2007-01-22

 

L'alibi de l'intolérance

Le fameux sondage de Québécor sur le « racisme » au Canada incluait (du moins dans sa version québécoise) des questions sur l'accommodement raisonnable, ou plus exactement sur l'application des lois canadiennes quand elles empêchent le respect ou la conservation des us et coutumes des immigrants. En fin de semaine, on a fait beaucoup de cas à l'émission Ouvert le samedi de Radio-Canada du fait que les trois quarts des répondants issus de l'immigration au Québec affirmaient que le Québec était trop tolérant et que la loi canadienne devait primer sur les habitudes culturelles des immigrants.

Soit. Mais il ne faudrait pas que cette opposition devienne l'alibi de l'intolérance. On saute un peu vite sur cette réponse pour donner raison aux sceptiques. (La jurisprudence en la matière est d'ailleurs plus complexe qu'on le pense parfois.)

Admettons que ces immigrants nous disent qu'ils ne veulent pas retrouver au Canada les contraintes des pays qu'ils ont quitté (ou fui).
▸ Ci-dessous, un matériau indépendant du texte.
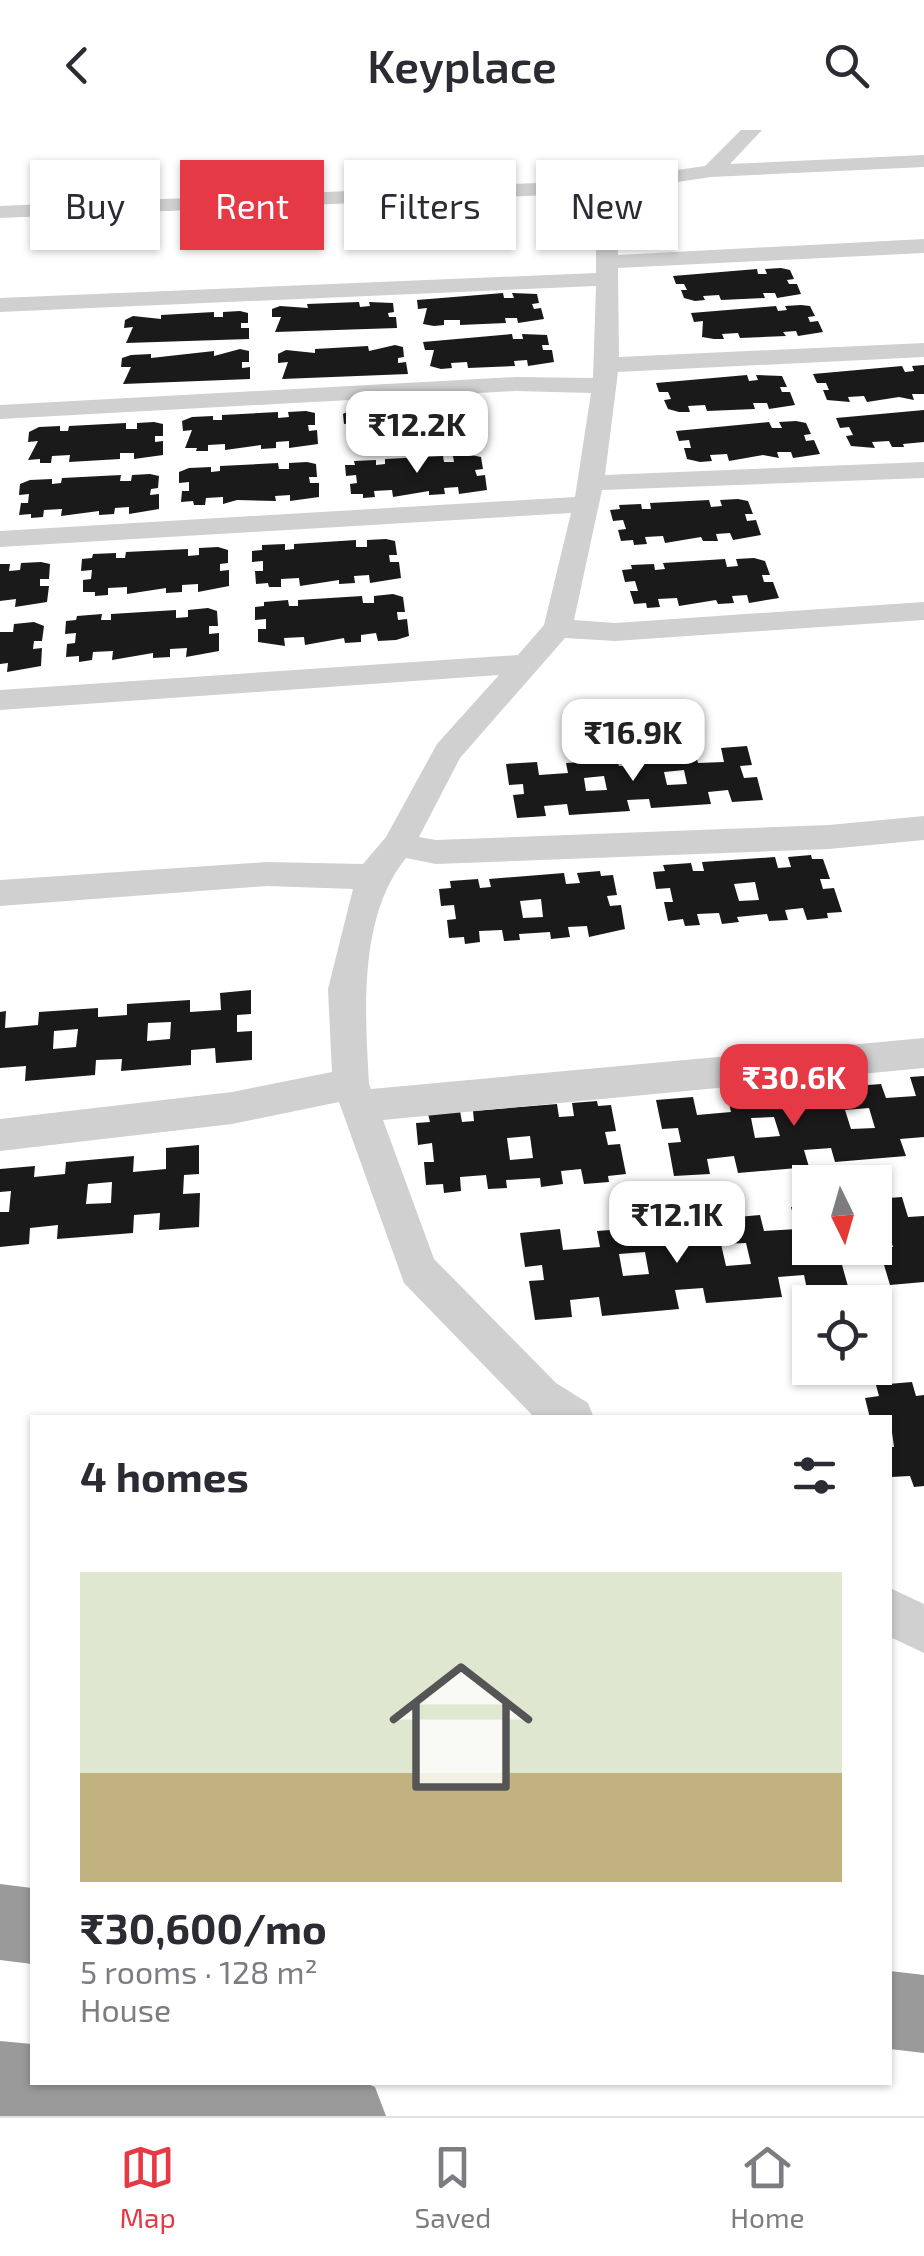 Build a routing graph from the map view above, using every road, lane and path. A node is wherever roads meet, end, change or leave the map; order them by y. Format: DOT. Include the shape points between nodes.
graph roads {
  1 [pos="752,130"];
  2 [pos="924,161"];
  3 [pos="712,171"];
  4 [pos="678,176"];
  5 [pos="536,189"];
  6 [pos="0,212"];
  7 [pos="924,246"];
  8 [pos="607,250"];
  9 [pos="607,271"];
  10 [pos="0,305"];
  11 [pos="924,350"];
  12 [pos="606,375"];
  13 [pos="0,412"];
  14 [pos="924,470"];
  15 [pos="588,494"];
  16 [pos="0,539"];
  17 [pos="924,611"];
  18 [pos="558,628"];
  19 [pos="524,664"];
  20 [pos="0,700"];
  21 [pos="924,828"];
  22 [pos="398,845"];
  23 [pos="372,876"];
  24 [pos="0,894"];
  25 [pos="924,1054"];
  26 [pos="356,1095"];
  27 [pos="0,1135"];
  28 [pos="568,1415"];
  29 [pos="892,1613"];
  30 [pos="924,1630"];
  31 [pos="0,1922"];
  32 [pos="30,1926"];
  33 [pos="892,2010"];
  34 [pos="924,2014"];
  35 [pos="0,2082"];
  36 [pos="30,2085"];
  37 [pos="31,2085"];
  38 [pos="346,2116"];
  1 -- 3 [label="street"];
  2 -- 3 [label="street"];
  3 -- 4 [label="street"];
  5 -- 6 [label="street"];
  7 -- 9 [label="street"];
  8 -- 9 [label="street"];
  9 -- 10 [label="street"];
  9 -- 12 [label="street"];
  11 -- 12 [label="street"];
  12 -- 13 [label="street"];
  12 -- 15 [label="street"];
  14 -- 15 [label="street"];
  15 -- 16 [label="street"];
  15 -- 18 [label="street"];
  17 -- 18 [label="street" via="614,632"];
  18 -- 19 [label="street"];
  19 -- 20 [label="street"];
  19 -- 22 [label="street" via="448,752"];
  21 -- 22 [label="street" via="436,852"];
  22 -- 23 [label="street"];
  23 -- 24 [label="street" via="267,874"];
  23 -- 26 [label="street" via="346,989"];
  25 -- 26 [label="street"];
  26 -- 27 [label="street"];
  26 -- 28 [label="street" via="418,1270 541,1397"];
  29 -- 30 [label="street"];
  31 -- 32 [label="highway"];
  33 -- 34 [label="highway"];
  35 -- 36 [label="highway"];
  37 -- 38 [label="highway"];
} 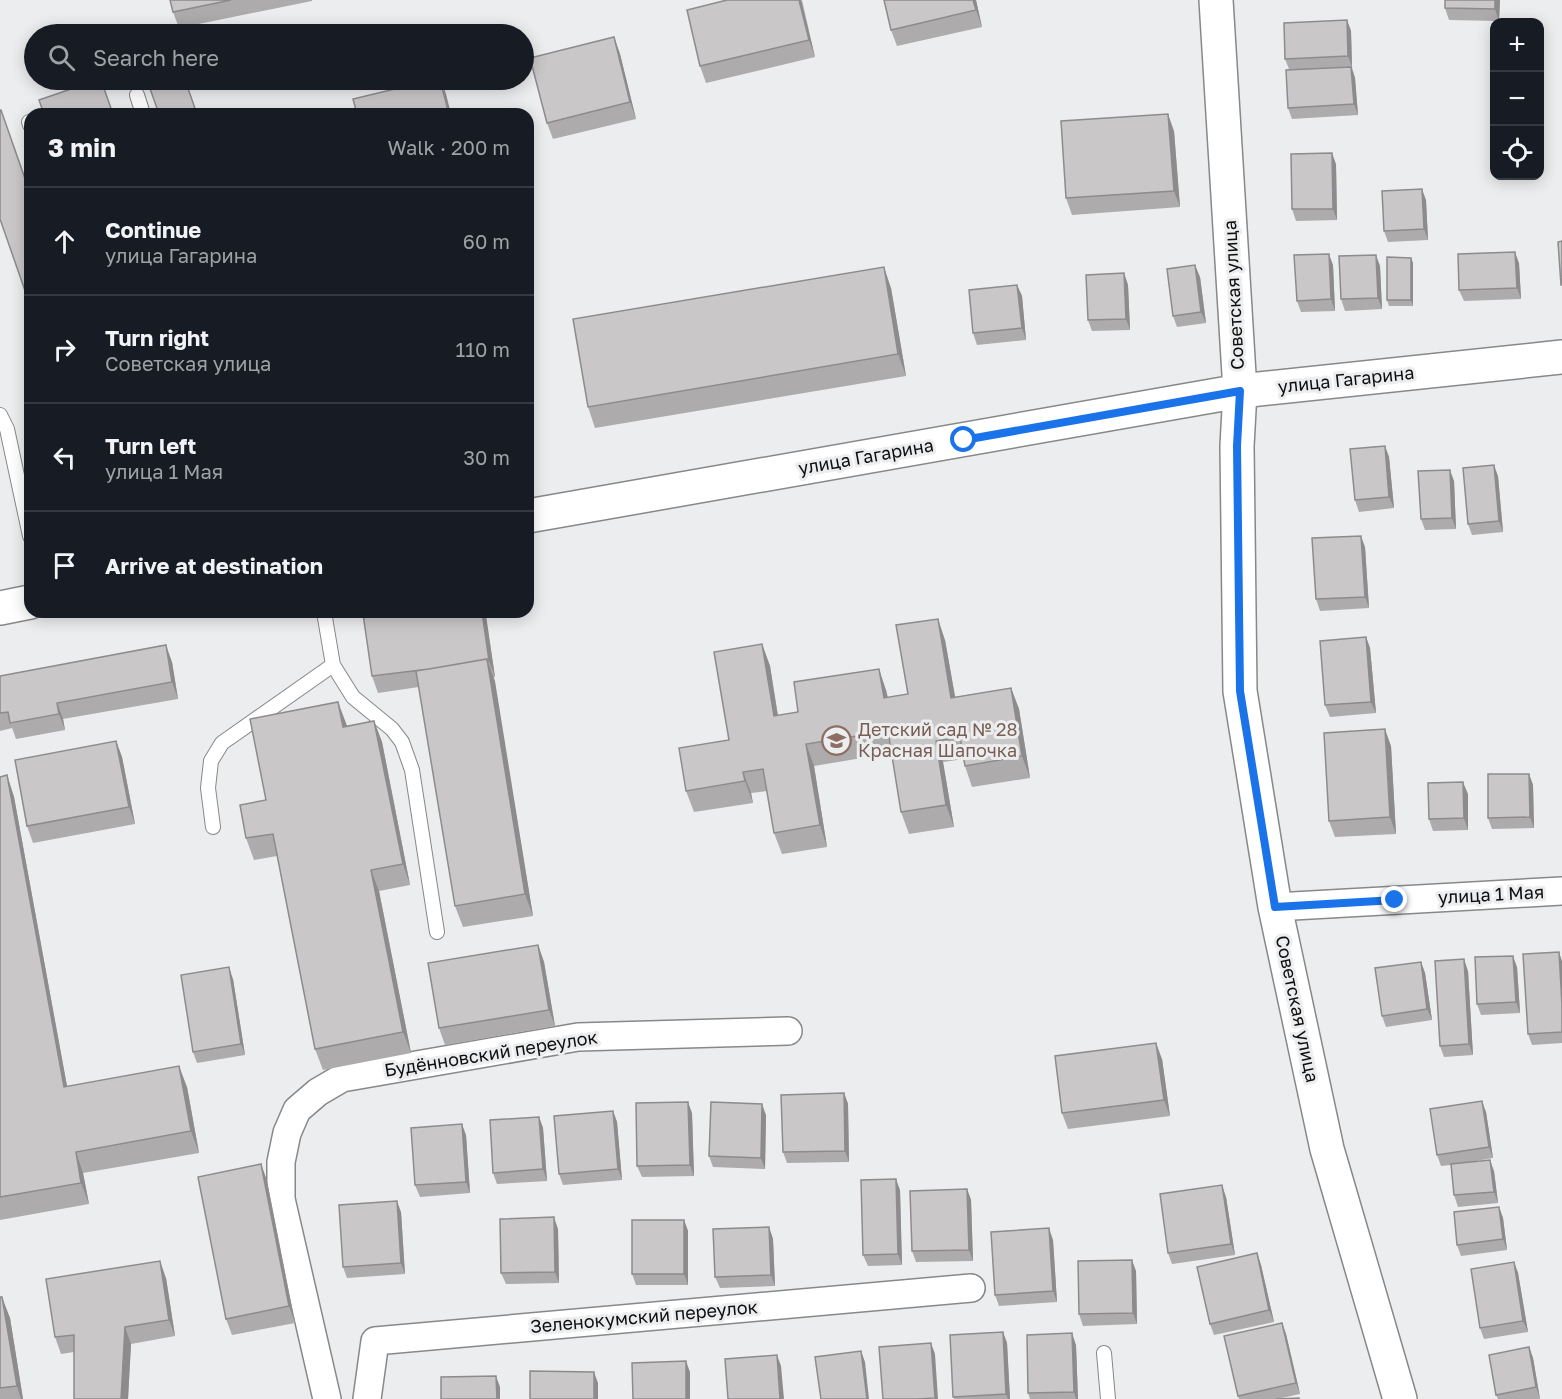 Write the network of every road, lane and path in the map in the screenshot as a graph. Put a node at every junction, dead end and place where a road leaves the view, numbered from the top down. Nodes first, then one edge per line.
1 (1216, 0) edge
2 (137, 94) dead end
3 (141, 108) edge
4 (1562, 357) edge
5 (1240, 391) junction
6 (0, 415) edge
7 (3, 429) edge
8 (24, 512) edge
9 (534, 515) edge
10 (24, 603) edge
11 (0, 608) edge
12 (325, 618) edge
13 (333, 665) junction
14 (213, 827) dead end
15 (1562, 891) edge
16 (1275, 907) junction
17 (437, 932) dead end
18 (788, 1031) dead end
19 (971, 1288) dead end
20 (1104, 1353) dead end
21 (327, 1399) edge
22 (367, 1399) edge
23 (1108, 1399) edge
24 (1400, 1399) edge

1 - 5 street, Советская улица
2 - 3 lane
4 - 5 street, улица Гагарина
5 - 9 street, улица Гагарина
5 - 16 street, Советская улица
6 - 7 lane
7 - 8 lane
10 - 11 street
12 - 13 lane
13 - 14 lane
13 - 17 lane
15 - 16 street, улица 1 Мая
16 - 24 street, Советская улица
18 - 21 street, Будённовский переулок
19 - 22 street, Зеленокумский переулок
20 - 23 lane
En faire automatiquement un blanc-seing pour mettre fin aux accommodements raisonnables reposerait sur la présupposition que les immigrants ont nécessairement raison et que la législation existante a tort. Curieusement, je soupçonne que si la réponse avait penché dans l'autre sens, elle n'aurait pas été prise au sérieux. On aurait haussé les épaules en laissant entendre qu'évidemment, les nouveaux Canadiens sont en faveur de l'accommodement raisonnable et de la tolérance.

Demandons-nous plutôt quelles sont les valeurs que nous voulons défendre. Si le Canada prenait des mesures répressives contraires à la liberté de culte, c'est bien dans ce cas qu'il deviendrait semblable aux pays d'origine des immigrants en question. Ceux-ci ne reproduisent-ils justement pas les valeurs illibérales de leur société d'origine, en souhaitant seulement que l'on change le bâton de main en inversant les valeurs imposées à tous? Simple basculement : l'opprimé deviendrait l'oppresseur, mais le mécanisme resterait le même.

Un jour ou l'autre, il faudra trancher. Croyons-nous à la charte des droits et à la protection des minorités contre l'arbitraire des majorités, ou voulons-nous revenir au XIXe siècle quand le Canada était un pays chrétien, protestant ou catholique au choix, sans qu'un troisième choix fût possible ?

Cela dit, il y aurait des choses à dire sur les accommodements raisonnables, mais ce sera pour une autre fois.